══ Data to process ══

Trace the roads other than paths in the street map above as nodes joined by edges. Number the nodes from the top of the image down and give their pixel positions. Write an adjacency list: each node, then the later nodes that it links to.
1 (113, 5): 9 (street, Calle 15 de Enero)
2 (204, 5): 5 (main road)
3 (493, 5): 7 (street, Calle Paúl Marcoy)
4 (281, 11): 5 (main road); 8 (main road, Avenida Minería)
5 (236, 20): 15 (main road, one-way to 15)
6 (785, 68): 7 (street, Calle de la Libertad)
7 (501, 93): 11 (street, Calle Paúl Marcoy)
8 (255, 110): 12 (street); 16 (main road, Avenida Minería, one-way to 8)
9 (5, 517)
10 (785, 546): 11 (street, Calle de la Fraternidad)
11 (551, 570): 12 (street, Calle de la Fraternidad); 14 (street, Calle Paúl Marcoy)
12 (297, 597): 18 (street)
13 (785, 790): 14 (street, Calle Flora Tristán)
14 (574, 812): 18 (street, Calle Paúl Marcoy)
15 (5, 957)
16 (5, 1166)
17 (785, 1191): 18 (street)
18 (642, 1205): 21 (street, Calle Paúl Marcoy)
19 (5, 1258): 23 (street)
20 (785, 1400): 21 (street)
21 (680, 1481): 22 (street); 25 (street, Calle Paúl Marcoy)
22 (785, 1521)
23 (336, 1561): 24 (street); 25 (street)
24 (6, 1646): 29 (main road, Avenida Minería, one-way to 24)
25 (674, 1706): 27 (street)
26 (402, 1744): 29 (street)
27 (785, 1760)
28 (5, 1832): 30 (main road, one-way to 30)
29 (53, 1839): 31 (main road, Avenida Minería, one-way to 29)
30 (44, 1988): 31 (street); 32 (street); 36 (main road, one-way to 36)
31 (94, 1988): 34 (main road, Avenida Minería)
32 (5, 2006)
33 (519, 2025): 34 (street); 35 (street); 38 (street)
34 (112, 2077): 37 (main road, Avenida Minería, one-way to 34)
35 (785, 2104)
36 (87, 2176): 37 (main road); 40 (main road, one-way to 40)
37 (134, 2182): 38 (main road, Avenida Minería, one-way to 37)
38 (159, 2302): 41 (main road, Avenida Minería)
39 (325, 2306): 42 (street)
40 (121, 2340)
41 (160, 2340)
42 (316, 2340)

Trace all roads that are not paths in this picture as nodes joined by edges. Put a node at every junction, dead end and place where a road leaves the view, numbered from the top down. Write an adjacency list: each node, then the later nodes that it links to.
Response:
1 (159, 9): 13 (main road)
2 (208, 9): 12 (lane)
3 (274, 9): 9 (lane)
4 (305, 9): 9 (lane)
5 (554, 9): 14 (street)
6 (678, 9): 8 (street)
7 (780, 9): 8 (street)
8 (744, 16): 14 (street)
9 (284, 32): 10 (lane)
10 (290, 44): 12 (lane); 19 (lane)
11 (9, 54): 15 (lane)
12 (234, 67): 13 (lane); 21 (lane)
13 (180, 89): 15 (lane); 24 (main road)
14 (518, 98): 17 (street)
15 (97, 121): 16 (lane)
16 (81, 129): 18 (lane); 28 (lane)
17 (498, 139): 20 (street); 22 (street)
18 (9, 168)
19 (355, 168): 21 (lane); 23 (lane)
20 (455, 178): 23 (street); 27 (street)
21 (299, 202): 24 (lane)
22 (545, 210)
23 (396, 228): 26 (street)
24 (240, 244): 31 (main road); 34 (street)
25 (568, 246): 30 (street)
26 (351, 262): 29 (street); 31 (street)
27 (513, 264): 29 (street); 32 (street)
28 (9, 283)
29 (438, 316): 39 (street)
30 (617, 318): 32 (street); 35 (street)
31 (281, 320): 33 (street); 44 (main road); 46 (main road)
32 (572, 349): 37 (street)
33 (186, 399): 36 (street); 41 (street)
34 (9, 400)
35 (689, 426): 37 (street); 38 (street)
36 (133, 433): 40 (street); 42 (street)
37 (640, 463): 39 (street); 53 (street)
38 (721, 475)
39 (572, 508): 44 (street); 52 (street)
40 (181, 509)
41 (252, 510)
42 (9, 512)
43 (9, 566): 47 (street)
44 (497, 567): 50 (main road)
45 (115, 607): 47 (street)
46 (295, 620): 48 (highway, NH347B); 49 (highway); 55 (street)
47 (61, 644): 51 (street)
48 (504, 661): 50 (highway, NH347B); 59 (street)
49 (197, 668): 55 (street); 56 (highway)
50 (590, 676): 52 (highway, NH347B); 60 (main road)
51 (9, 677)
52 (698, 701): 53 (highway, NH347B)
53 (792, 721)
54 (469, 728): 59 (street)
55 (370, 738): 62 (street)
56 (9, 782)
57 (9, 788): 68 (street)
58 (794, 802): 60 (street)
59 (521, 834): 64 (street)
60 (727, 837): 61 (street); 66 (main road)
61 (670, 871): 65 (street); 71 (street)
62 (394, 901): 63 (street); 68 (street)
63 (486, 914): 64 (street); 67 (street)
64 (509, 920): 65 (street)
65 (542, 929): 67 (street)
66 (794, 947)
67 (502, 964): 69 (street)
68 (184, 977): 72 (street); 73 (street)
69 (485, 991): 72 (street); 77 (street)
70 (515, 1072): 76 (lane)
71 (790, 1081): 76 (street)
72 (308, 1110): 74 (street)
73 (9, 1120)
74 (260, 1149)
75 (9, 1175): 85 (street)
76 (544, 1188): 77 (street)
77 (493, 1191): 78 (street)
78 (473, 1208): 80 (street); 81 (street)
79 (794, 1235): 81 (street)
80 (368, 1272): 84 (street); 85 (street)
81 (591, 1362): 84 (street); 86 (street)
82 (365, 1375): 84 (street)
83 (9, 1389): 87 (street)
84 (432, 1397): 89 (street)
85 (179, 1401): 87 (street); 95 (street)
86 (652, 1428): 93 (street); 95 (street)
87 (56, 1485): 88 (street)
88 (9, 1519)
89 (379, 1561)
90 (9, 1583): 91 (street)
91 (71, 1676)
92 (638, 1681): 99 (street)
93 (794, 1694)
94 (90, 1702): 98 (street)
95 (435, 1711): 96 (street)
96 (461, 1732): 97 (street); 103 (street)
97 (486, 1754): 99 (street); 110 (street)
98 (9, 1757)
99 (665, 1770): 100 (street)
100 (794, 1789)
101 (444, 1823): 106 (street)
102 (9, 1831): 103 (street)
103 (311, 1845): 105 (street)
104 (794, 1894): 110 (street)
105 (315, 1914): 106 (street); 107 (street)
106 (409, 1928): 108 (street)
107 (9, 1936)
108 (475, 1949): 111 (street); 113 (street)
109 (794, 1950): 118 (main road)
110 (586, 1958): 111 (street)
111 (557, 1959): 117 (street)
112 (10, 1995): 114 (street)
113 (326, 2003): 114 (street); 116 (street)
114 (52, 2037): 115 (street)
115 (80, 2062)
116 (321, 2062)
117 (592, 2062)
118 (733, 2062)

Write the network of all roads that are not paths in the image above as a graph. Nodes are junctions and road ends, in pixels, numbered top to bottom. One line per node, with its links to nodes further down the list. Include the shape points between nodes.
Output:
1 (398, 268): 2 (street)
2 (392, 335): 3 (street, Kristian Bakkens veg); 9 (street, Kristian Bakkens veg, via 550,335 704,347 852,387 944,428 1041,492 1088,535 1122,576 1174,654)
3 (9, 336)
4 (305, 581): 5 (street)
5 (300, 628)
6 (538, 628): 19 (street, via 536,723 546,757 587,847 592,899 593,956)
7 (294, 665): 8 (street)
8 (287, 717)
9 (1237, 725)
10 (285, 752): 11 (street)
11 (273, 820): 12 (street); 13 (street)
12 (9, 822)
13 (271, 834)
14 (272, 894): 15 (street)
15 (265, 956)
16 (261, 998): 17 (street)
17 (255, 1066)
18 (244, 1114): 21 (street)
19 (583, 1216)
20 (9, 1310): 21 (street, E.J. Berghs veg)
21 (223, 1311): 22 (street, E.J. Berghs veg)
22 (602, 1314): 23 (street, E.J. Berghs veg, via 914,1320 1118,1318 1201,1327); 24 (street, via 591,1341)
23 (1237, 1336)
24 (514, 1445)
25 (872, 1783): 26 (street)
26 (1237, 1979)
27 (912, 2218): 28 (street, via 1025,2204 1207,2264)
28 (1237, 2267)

═══

Directions for this task> Within the data, tally each line containing the string "Berghs". Answer with the number by itself.

Your response> 3